L’activité économique a également ralenti, avec une croissance du PIB qui est passée de 3,4 % en 2024 à 2,7 % en 2025. Cette décélération est principalement imputable à la baisse de la production dans les secteurs clés tels que le pétrole, les mines, la forêt et les transports. Pourtant, certains domaines comme les travaux publics, l’industrie manufacturière et les services ont montré une certaine résilience. Cependant, les dépenses publiques engagées pour soutenir l’économie ont alourdi le déficit, augmentant les besoins de financement de l’État.

Des finances publiques sous haute tension

La détérioration des comptes publics s’accompagne d’une montée des risques financiers. Les mesures d’assouplissement de la politique monétaire de la Banque des États de l’Afrique centrale ont favorisé une hausse significative des crédits accordés à l’État, augmentant ainsi l’exposition des banques au risque souverain. Parallèlement, le volume des créances douteuses continue de progresser, révélant les fragilités persistantes du système bancaire national.

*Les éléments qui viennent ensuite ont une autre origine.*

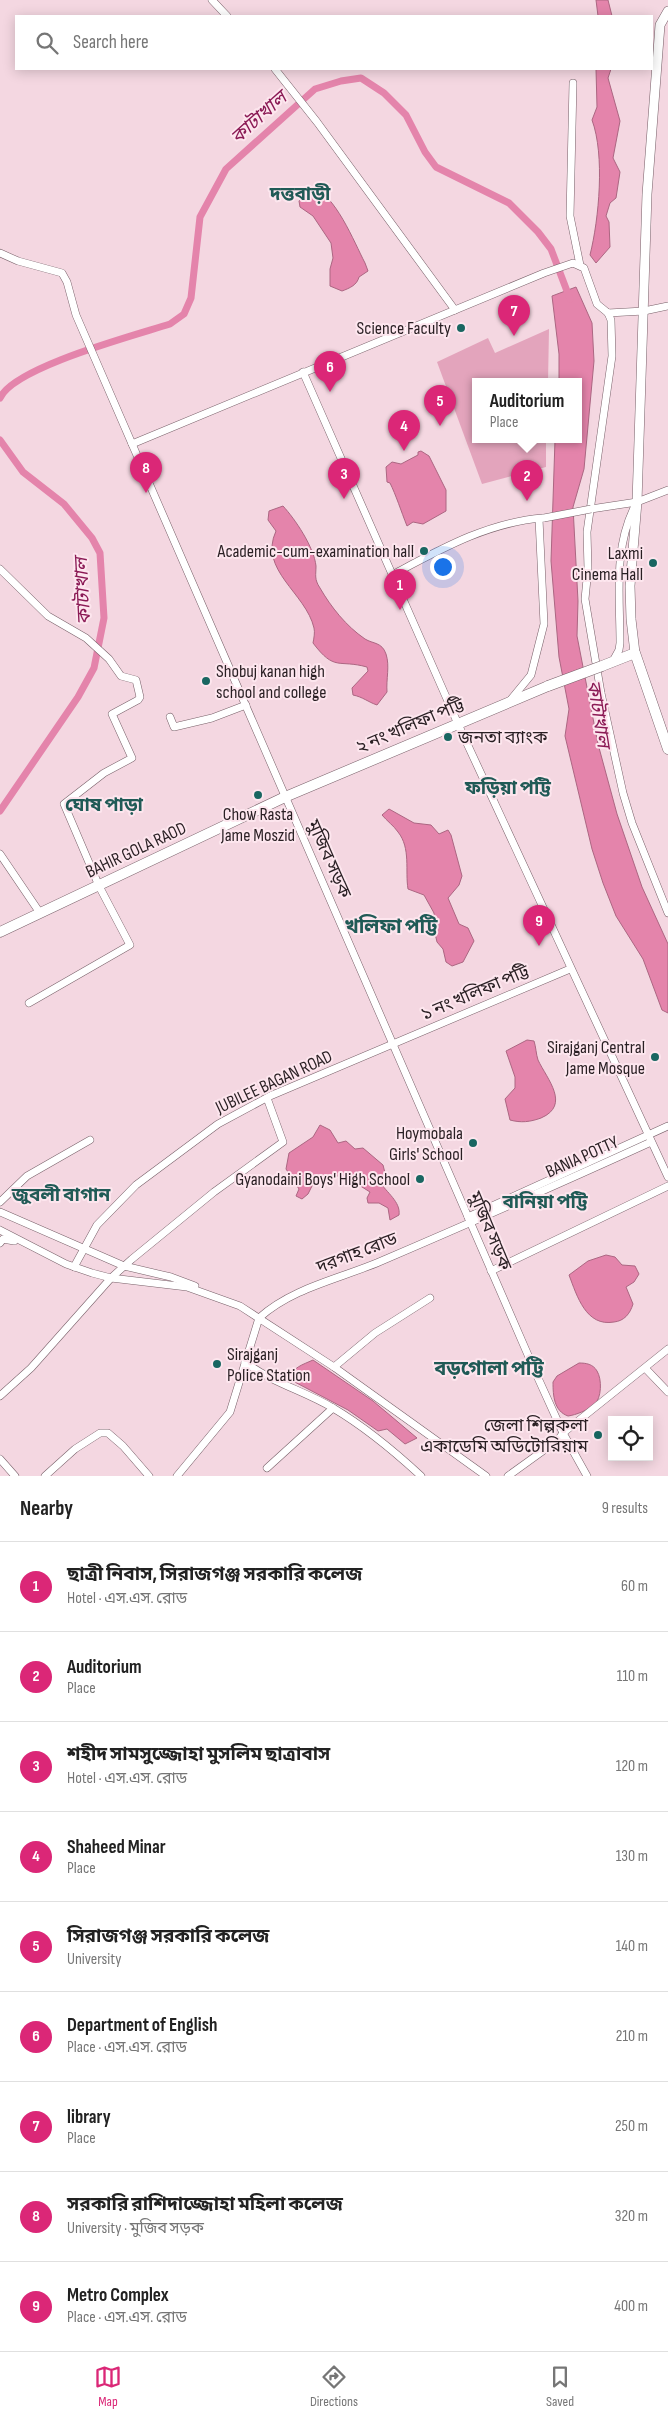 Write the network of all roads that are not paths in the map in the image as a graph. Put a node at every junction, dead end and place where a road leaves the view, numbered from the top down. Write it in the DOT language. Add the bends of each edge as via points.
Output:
graph roads {
  1 [pos="212,0"];
  2 [pos="668,11"];
  3 [pos="226,15"];
  4 [pos="276,70"];
  5 [pos="573,83"];
  6 [pos="0,253"];
  7 [pos="576,264"];
  8 [pos="668,306"];
  9 [pos="455,310"];
  10 [pos="644,311"];
  11 [pos="608,313"];
  12 [pos="303,372"];
  13 [pos="132,444"];
  14 [pos="668,490"];
  15 [pos="637,502"];
  16 [pos="541,518"];
  17 [pos="0,570"];
  18 [pos="392,575"];
  19 [pos="630,586"];
  20 [pos="619,588"];
  21 [pos="635,654"];
  22 [pos="612,662"];
  23 [pos="507,703"];
  24 [pos="246,705"];
  25 [pos="170,717"];
  26 [pos="458,724"];
  27 [pos="668,749"];
  28 [pos="286,797"];
  29 [pos="0,854"];
  30 [pos="99,886"];
  31 [pos="40,913"];
  32 [pos="668,913"];
  33 [pos="0,932"];
  34 [pos="570,969"];
  35 [pos="29,1003"];
  36 [pos="393,1044"];
  37 [pos="267,1098"];
  38 [pos="668,1126"];
  39 [pos="650,1139"];
  40 [pos="90,1140"];
  41 [pos="668,1177"];
  42 [pos="668,1186"];
  43 [pos="0,1202"];
  44 [pos="0,1212"];
  45 [pos="469,1220"];
  46 [pos="0,1230"];
  47 [pos="20,1242"];
  48 [pos="0,1243"];
  49 [pos="84,1248"];
  50 [pos="124,1266"];
  51 [pos="74,1267"];
  52 [pos="492,1271"];
  53 [pos="111,1278"];
  54 [pos="211,1294"];
  55 [pos="430,1298"];
  56 [pos="259,1318"];
  57 [pos="668,1350"];
  58 [pos="245,1362"];
  59 [pos="334,1367"];
  60 [pos="646,1369"];
  61 [pos="668,1392"];
  62 [pos="0,1396"];
  63 [pos="333,1408"];
  64 [pos="563,1433"];
  65 [pos="0,1458"];
  66 [pos="267,1468"];
  67 [pos="14,1476"];
  68 [pos="45,1476"];
  69 [pos="149,1476"];
  70 [pos="177,1476"];
  71 [pos="421,1476"];
  72 [pos="486,1476"];
  73 [pos="508,1476"];
  74 [pos="587,1476"];
  1 -- 3 [label="street"];
  2 -- 10 [label="street" via="660,25 647,194"];
  4 -- 9 [label="street"];
  5 -- 7 [label="street" via="570,216"];
  6 -- 13 [label="street, মুজিব সড়ক" via="62,273 76,315"];
  7 -- 9 [label="street" via="544,273"];
  7 -- 11 [label="street" via="586,271 597,304"];
  8 -- 10 [label="street"];
  9 -- 12 [label="street"];
  10 -- 11 [label="street"];
  10 -- 15 [label="street"];
  11 -- 32 [label="street" via="612,356 586,532 588,569 585,599 623,793"];
  12 -- 13 [label="street"];
  12 -- 18 [label="street"];
  13 -- 24 [label="street, মুজিব সড়ক"];
  14 -- 15 [label="street"];
  15 -- 16 [label="street, bridge"];
  15 -- 19 [label="street"];
  15 -- 20 [label="street" via="622,542"];
  16 -- 18 [label="street" via="488,530 455,542"];
  16 -- 23 [label="street" via="544,624 531,675"];
  17 -- 30 [label="street" via="48,616 86,638 109,659 121,676 136,680 138,700 112,714 132,758 104,773 64,804"];
  18 -- 26 [label="street"];
  19 -- 20 [label="street"];
  19 -- 21 [label="street"];
  20 -- 22 [label="street" via="620,642 618,654"];
  21 -- 22 [label="main road, ২ নং খলিফা পট্টি"];
  21 -- 27 [label="main road"];
  22 -- 23 [label="main road, ২ নং খলিফা পট্টি, bridge"];
  23 -- 26 [label="main road, ২ নং খলিফা পট্টি"];
  24 -- 25 [label="street" via="174,727"];
  24 -- 28 [label="street, মুজিব সড়ক"];
  26 -- 28 [label="main road, ২ নং খলিফা পট্টি"];
  26 -- 34 [label="street"];
  28 -- 30 [label="main road, BAHIR GOLA RAOD"];
  28 -- 36 [label="street, মুজিব সড়ক"];
  29 -- 31 [label="street"];
  30 -- 31 [label="main road, BAHIR GOLA RAOD"];
  30 -- 35 [label="street" via="130,945"];
  31 -- 33 [label="main road, BAHIR GOLA RAOD"];
  34 -- 36 [label="street, ১ নং খলিফা পট্টি"];
  34 -- 39 [label="street"];
  36 -- 37 [label="street, JUBILEE BAGAN ROAD"];
  36 -- 45 [label="street, মুজিব সড়ক"];
  37 -- 49 [label="street, JUBILEE BAGAN ROAD" via="218,1124 136,1185 97,1225"];
  37 -- 50 [label="street" via="283,1142 214,1192"];
  38 -- 39 [label="street, BANIA POTTY"];
  39 -- 41 [label="street"];
  39 -- 45 [label="street, BANIA POTTY"];
  40 -- 43 [label="street" via="27,1176"];
  42 -- 52 [label="street"];
  44 -- 49 [label="street"];
  45 -- 52 [label="street, মুজিব সড়ক"];
  45 -- 56 [label="street, দরগাহ রোড" via="358,1271 307,1288 268,1309"];
  46 -- 47 [label="street"];
  47 -- 48 [label="street" via="3,1239"];
  47 -- 51 [label="street"];
  49 -- 50 [label="street"];
  49 -- 51 [label="street, JUBILEE BAGAN ROAD"];
  50 -- 53 [label="street"];
  50 -- 54 [label="street" via="171,1277"];
  51 -- 53 [label="street"];
  52 -- 64 [label="street, মুজিব সড়ক"];
  53 -- 54 [label="street" via="163,1283"];
  53 -- 62 [label="street" via="31,1368"];
  54 -- 56 [label="street"];
  55 -- 59 [label="street" via="376,1333"];
  56 -- 58 [label="street"];
  56 -- 59 [label="street"];
  57 -- 60 [label="street"];
  58 -- 63 [label="street" via="261,1374"];
  58 -- 70 [label="street" via="230,1412"];
  59 -- 72 [label="street"];
  60 -- 61 [label="street"];
  60 -- 64 [label="street"];
  63 -- 66 [label="street"];
  63 -- 71 [label="street" via="397,1453"];
  64 -- 73 [label="street"];
  64 -- 74 [label="street, মুজিব সড়ক"];
  65 -- 67 [label="street"];
  68 -- 69 [label="street" via="75,1450 100,1433 108,1433"];
} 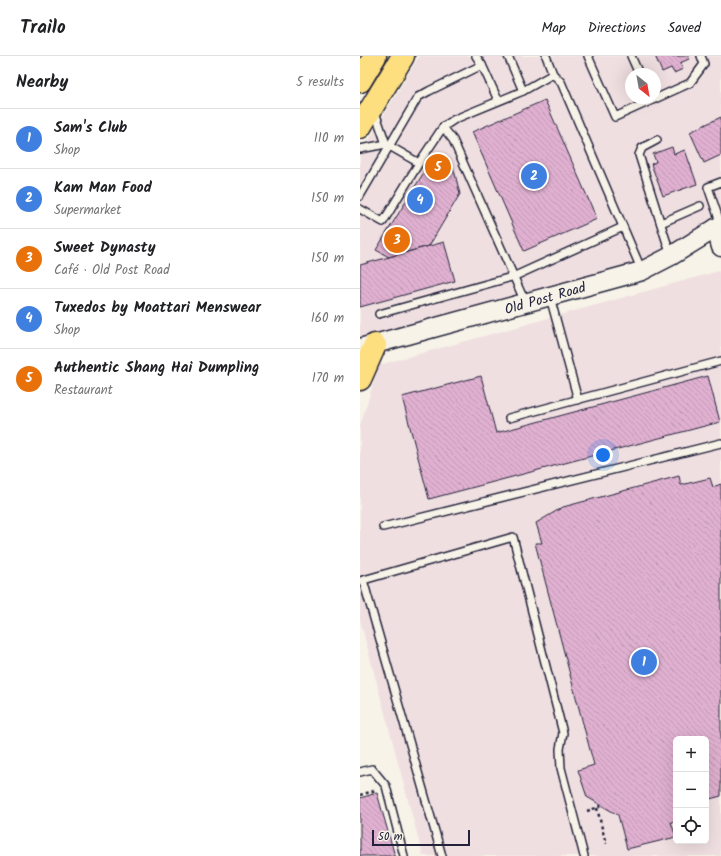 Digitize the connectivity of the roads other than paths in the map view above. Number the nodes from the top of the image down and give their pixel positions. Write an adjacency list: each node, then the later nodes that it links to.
1 (375, 56): 12 (highway)
2 (403, 56): 17 (highway)
3 (476, 56): 9 (lane)
4 (508, 56): 13 (lane)
5 (546, 56): 11 (lane)
6 (588, 56): 16 (lane)
7 (631, 56): 10 (lane)
8 (701, 56): 14 (lane)
9 (482, 65): 15 (lane); 21 (lane)
10 (636, 68)
11 (554, 74): 13 (lane); 30 (lane)
12 (360, 81)
13 (523, 91): 15 (lane)
14 (661, 95)
15 (498, 100): 19 (lane)
16 (641, 104)
17 (373, 105): 18 (highway); 21 (lane)
18 (360, 127)
19 (443, 127): 23 (lane); 34 (lane)
20 (657, 140): 28 (lane)
21 (388, 145): 22 (lane); 23 (lane); 25 (lane)
22 (360, 149)
23 (419, 163): 27 (lane)
24 (721, 182): 29 (lane)
25 (360, 196)
26 (700, 206): 28 (lane)
27 (360, 209)
28 (661, 223): 32 (lane)
29 (719, 226): 31 (street); 32 (street, Old Post Road)
30 (623, 227): 33 (lane); 34 (lane)
31 (721, 248)
32 (671, 256): 33 (street, Old Post Road)
33 (642, 271): 35 (street, Old Post Road)
34 (514, 276): 36 (lane); 37 (lane)
35 (550, 297): 36 (street, Old Post Road); 41 (lane)
36 (526, 304): 38 (street, Old Post Road)
37 (379, 314)
38 (368, 347): 40 (highway)
39 (721, 361): 41 (lane)
40 (360, 379)
41 (578, 400): 42 (lane)
42 (509, 418)
43 (721, 442): 44 (lane)
44 (383, 526)
45 (362, 580): 48 (lane); 49 (lane)
46 (360, 772): 47 (lane)
47 (404, 856)
48 (442, 856)
49 (584, 856)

Cette conjoncture budgétaire restreint considérablement la capacité du gouvernement à répondre aux enjeux sociaux urgents. En 2025, la pauvreté touche toujours 33,1 % de la population, tandis que le taux de chômage atteint 20,2 %, avec un impact particulièrement marqué sur les jeunes et les femmes. Pour inverser cette tendance, la Banque africaine de développement recommande une rigueur accrue dans la gestion des dépenses, une réduction maîtrisée de la dette et la mise en œuvre de réformes structurelles visant à renforcer les recettes fiscales de l’État.